The remakeGenerator package is a helper add-on for remake, a Makefile-like reproducible build system for R. If you haven’t done so already, go learn remake! Once you do that, you will be ready to use remakeGenerator. With remakeGenerator, your long and cumbersome workflows will be

  • Quick to set up. You can plan a large workflow with a small amount of code.
  • Reproducible. Reproduce computation with remake::make() or GNU Make.
  • Development-friendly. Thanks to remake, whenever you change your code, your next computation will only run the parts that are new or out of date.
  • Parallelizable. Distribute your workflow over multiple parallel processes with a single flag in GNU Make.

The remakeGenerator package accomplishes this by generating YAML files for remake that would be too big to type manually.

Rtools for Windows users

Windows users may need Rtools to take full advantage of remakeGenerator’s features, specifically to run Makefiles with system("make").

Help and troubleshooting

Use the help_remakeGenerator() function to obtain a collection of helpful links. For troubleshooting, please refer to TROUBLESHOOTING.md on the GitHub page for instructions.

Basic example

Write the files for the basic example using

library(remakeGenerator)
example_remakeGenerator("basic")
# list_examples_remakeGenerator() # Shows the names of available examples.

Run workflow.R to produce the remake file remake.yml, an overarching Makefile, and run the workflow using 2 parallel processes.

source("workflow.R")

To use remake directly in a single process, use

worflow(..., run = FALSE)
remake::make()

Do not call the Makefile directly in the Linux command line. As explained in the parallelRemake vignette, you must use workflow(..., command = "make", args = "--jobs=2") or parallelRemake::makefile(..., command = "make", args = "--jobs=4"), etc. parallelRemake uses a quick overhead step to configure hidden files for the Makefile before running it.
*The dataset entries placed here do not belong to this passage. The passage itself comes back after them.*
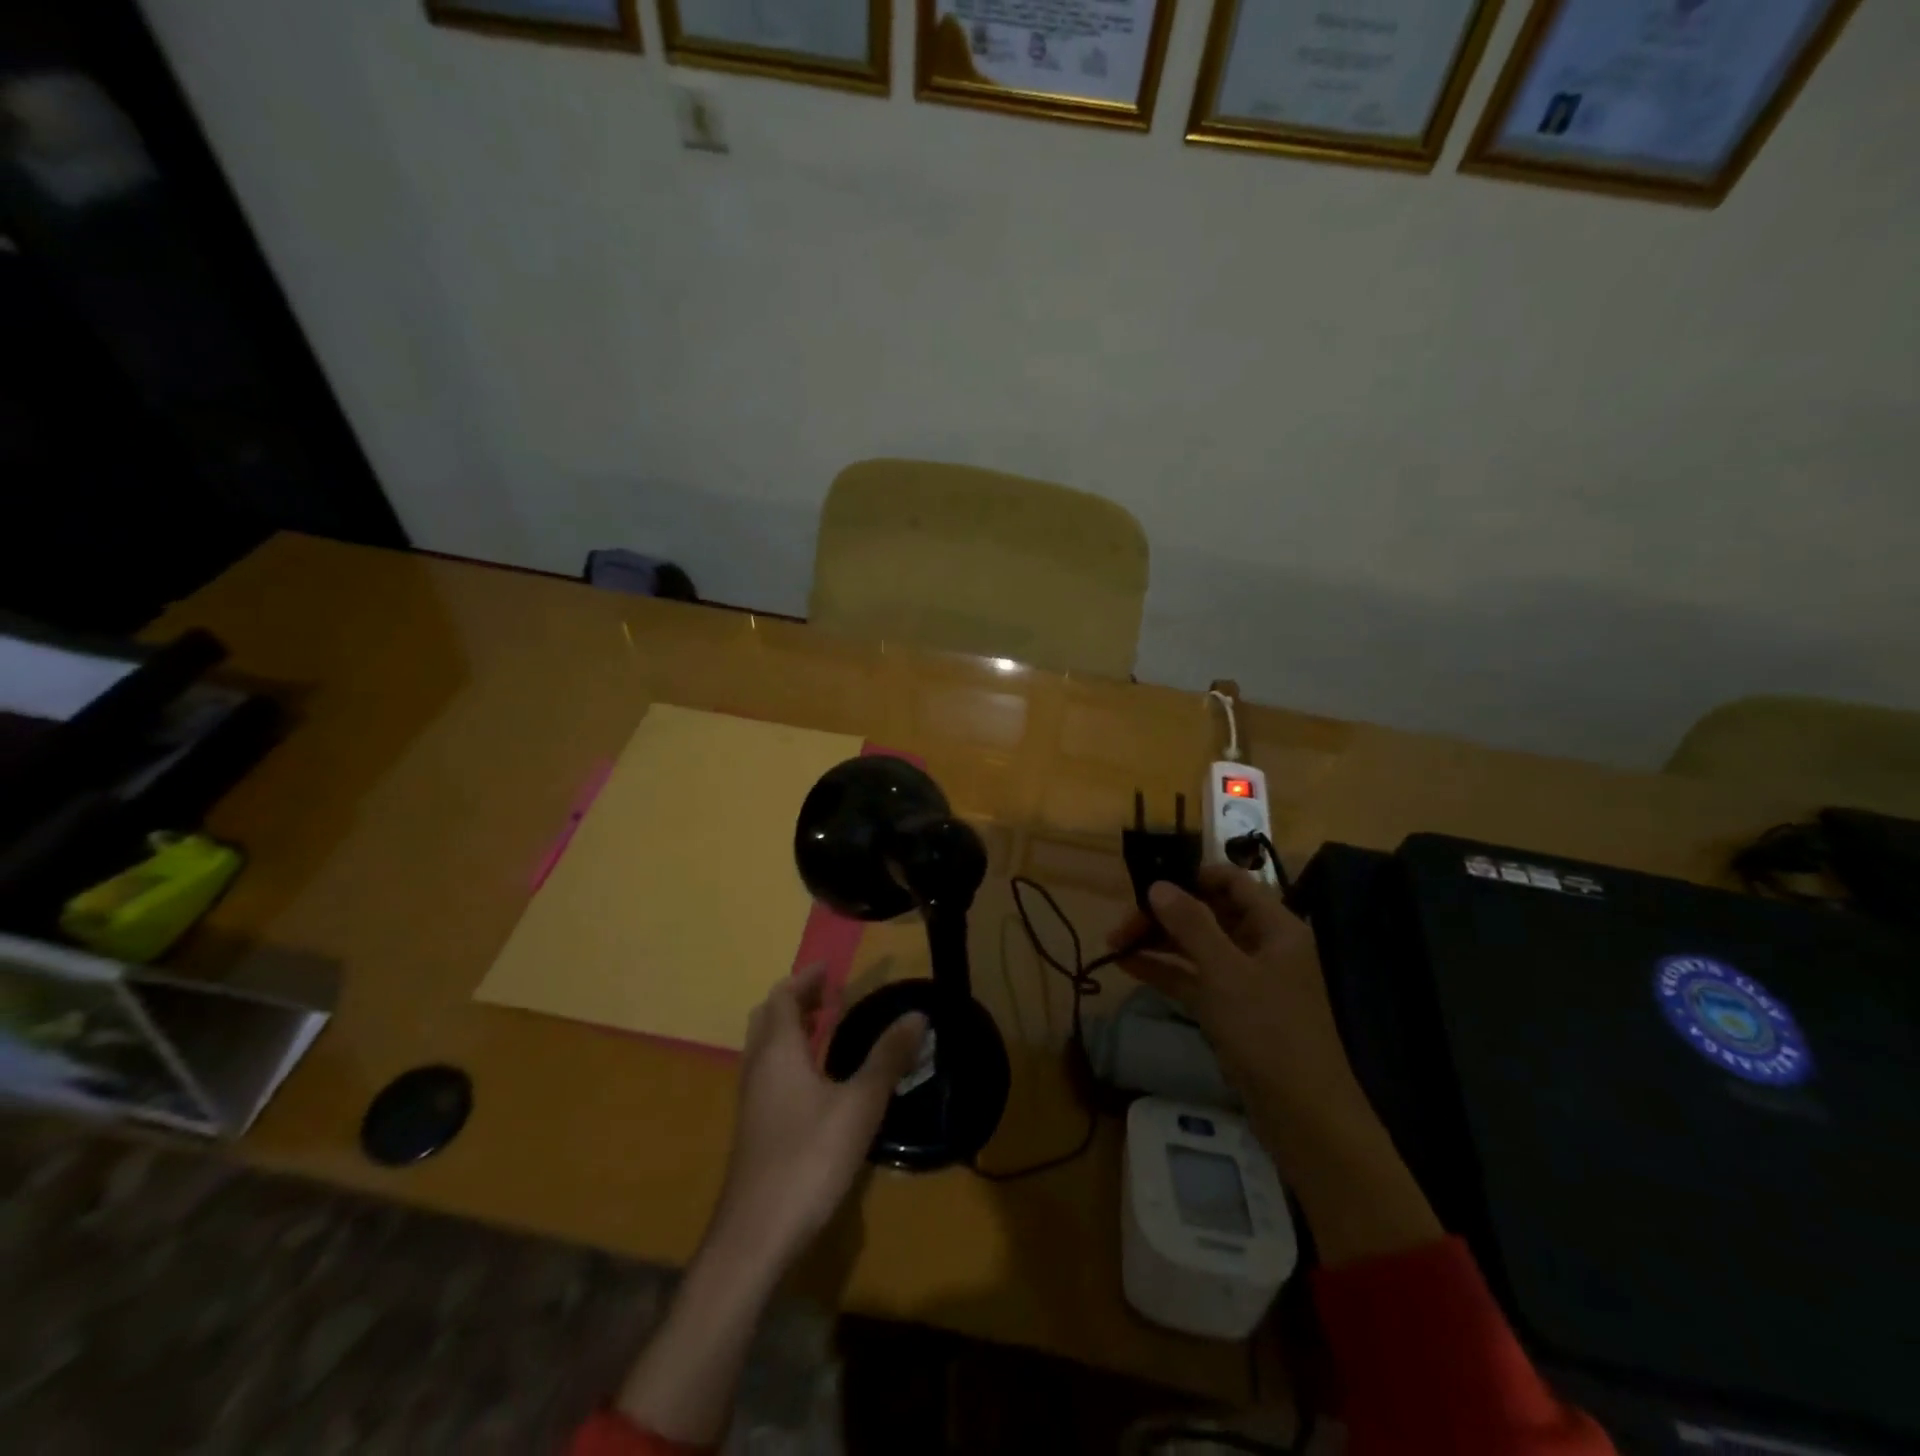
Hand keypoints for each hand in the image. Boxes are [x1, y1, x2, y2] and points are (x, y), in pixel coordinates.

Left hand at [709, 964, 926, 1268]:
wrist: (756, 1235)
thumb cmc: (808, 1158)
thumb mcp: (860, 1105)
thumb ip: (888, 1058)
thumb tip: (917, 1015)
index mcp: (778, 1051)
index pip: (783, 997)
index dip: (806, 978)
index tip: (830, 968)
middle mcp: (758, 1068)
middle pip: (769, 1018)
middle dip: (798, 1000)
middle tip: (830, 993)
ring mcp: (752, 1101)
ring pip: (767, 1047)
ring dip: (793, 1028)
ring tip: (827, 1026)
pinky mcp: (755, 1129)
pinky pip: (770, 1073)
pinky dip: (792, 1057)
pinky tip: (818, 1080)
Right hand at [1112, 865, 1441, 1264]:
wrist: (1304, 1117)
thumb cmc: (1269, 1032)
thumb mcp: (1225, 972)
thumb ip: (1191, 924)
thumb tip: (1158, 885)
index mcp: (1275, 928)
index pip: (1232, 882)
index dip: (1193, 875)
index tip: (1150, 879)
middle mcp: (1262, 947)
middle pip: (1209, 913)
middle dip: (1165, 913)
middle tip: (1121, 924)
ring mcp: (1247, 981)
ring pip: (1197, 946)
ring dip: (1158, 941)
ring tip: (1114, 942)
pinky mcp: (1232, 1011)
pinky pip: (1194, 978)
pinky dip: (1165, 969)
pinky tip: (1128, 965)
Notice how workflow.R and remake.yml rely on the functions defined in code.R. To see how remakeGenerator saves you time, change the body of one of these functions (something more significant than whitespace or comments) and then run remake::make() again. Only the targets that depend on that function and downstream output are recomputed. If you only change whitespace or comments in code.R, the next call to remake::make() will change nothing, so you can tidy and document your code without triggering unnecessary rebuilds.

A walk through workflow.R

workflow.R is the master plan of the analysis. It arranges the helper functions in code.R to

  1. Generate some datasets.

    library(remakeGenerator)
    datasets = commands(
      normal16 = normal_dataset(n = 16),
      poisson32 = poisson_dataset(n = 32),
      poisson64 = poisson_dataset(n = 64)
    )
  2. Analyze each dataset with each of two methods of analysis.

    analyses = analyses(
      commands = commands(
        linear = linear_analysis(..dataset..),
        quadratic = quadratic_analysis(..dataset..)), 
      datasets = datasets)
  3. Summarize each analysis of each dataset and gather the summaries into manageable objects.
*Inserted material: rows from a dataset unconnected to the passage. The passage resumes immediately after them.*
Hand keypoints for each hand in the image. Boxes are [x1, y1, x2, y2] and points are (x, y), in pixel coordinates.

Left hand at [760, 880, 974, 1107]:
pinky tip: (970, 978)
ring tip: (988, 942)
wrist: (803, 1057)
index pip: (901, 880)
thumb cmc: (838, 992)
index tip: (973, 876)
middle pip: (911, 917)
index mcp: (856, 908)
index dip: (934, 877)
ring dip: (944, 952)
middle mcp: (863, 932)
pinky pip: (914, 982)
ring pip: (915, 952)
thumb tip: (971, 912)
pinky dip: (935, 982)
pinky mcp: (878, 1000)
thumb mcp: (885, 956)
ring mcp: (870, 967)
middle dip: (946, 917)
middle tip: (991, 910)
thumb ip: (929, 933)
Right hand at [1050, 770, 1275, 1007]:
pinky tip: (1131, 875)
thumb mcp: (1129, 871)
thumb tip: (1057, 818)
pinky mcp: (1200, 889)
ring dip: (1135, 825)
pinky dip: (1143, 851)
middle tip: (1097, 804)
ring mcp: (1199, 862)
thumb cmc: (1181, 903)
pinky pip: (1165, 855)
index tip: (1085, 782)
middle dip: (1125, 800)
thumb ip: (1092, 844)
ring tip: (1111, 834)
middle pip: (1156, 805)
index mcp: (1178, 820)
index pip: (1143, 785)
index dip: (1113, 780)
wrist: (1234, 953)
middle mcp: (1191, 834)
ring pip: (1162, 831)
    summaries = summaries(
      commands = commands(
        mse = mse_summary(..dataset.., ..analysis..),
        coef = coefficients_summary(..analysis..)), 
      analyses = analyses, datasets = datasets, gather = strings(c, rbind))
  4. Compute output on the summaries.

    output = commands(coef.csv = write.csv(coef, target_name))
  5. Generate plots.

    plots = commands(mse.pdf = hist(mse, col = I("black")))
    plots$plot = TRUE
  6. Compile knitr reports.

    reports = data.frame(target = strings(markdown.md, latex.tex),
      depends = c("poisson32, coef, coef.csv", ""))
    reports$knitr = TRUE

With these stages of the workflow planned, workflow.R collects all the remake targets into one YAML-like list.

targets = targets(datasets = datasets, analyses = analyses, 
  summaries = summaries, output = output, plots = plots, reports = reports)
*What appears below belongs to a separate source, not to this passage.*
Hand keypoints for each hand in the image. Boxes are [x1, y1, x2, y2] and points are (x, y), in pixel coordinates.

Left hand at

Finally, it generates the remake.yml file and an overarching Makefile. Then, unless run = FALSE, it runs the Makefile to deploy your workflow. In this case, from the command argument, you can see that the work is distributed over at most 2 parallel jobs.

workflow(targets, sources = "code.R", packages = "MASS", remake_args = list(verbose = F),
  prepend = c("# Prepend this", "# to the Makefile."), command = "make",
  args = "--jobs=2")

Running intermediate stages

You can run each intermediate stages by themselves with the make_these argument in workflow(...).

workflow(targets, make_these = "summaries", 
  sources = "code.R", packages = "MASS", remake_args = list(verbose = F),
  prepend = c("# Prepend this", "# to the Makefile."), command = "make", args = "--jobs=2")

Bypassing the Makefile using run = FALSE and running remake.yml directly does the same thing in a single R process.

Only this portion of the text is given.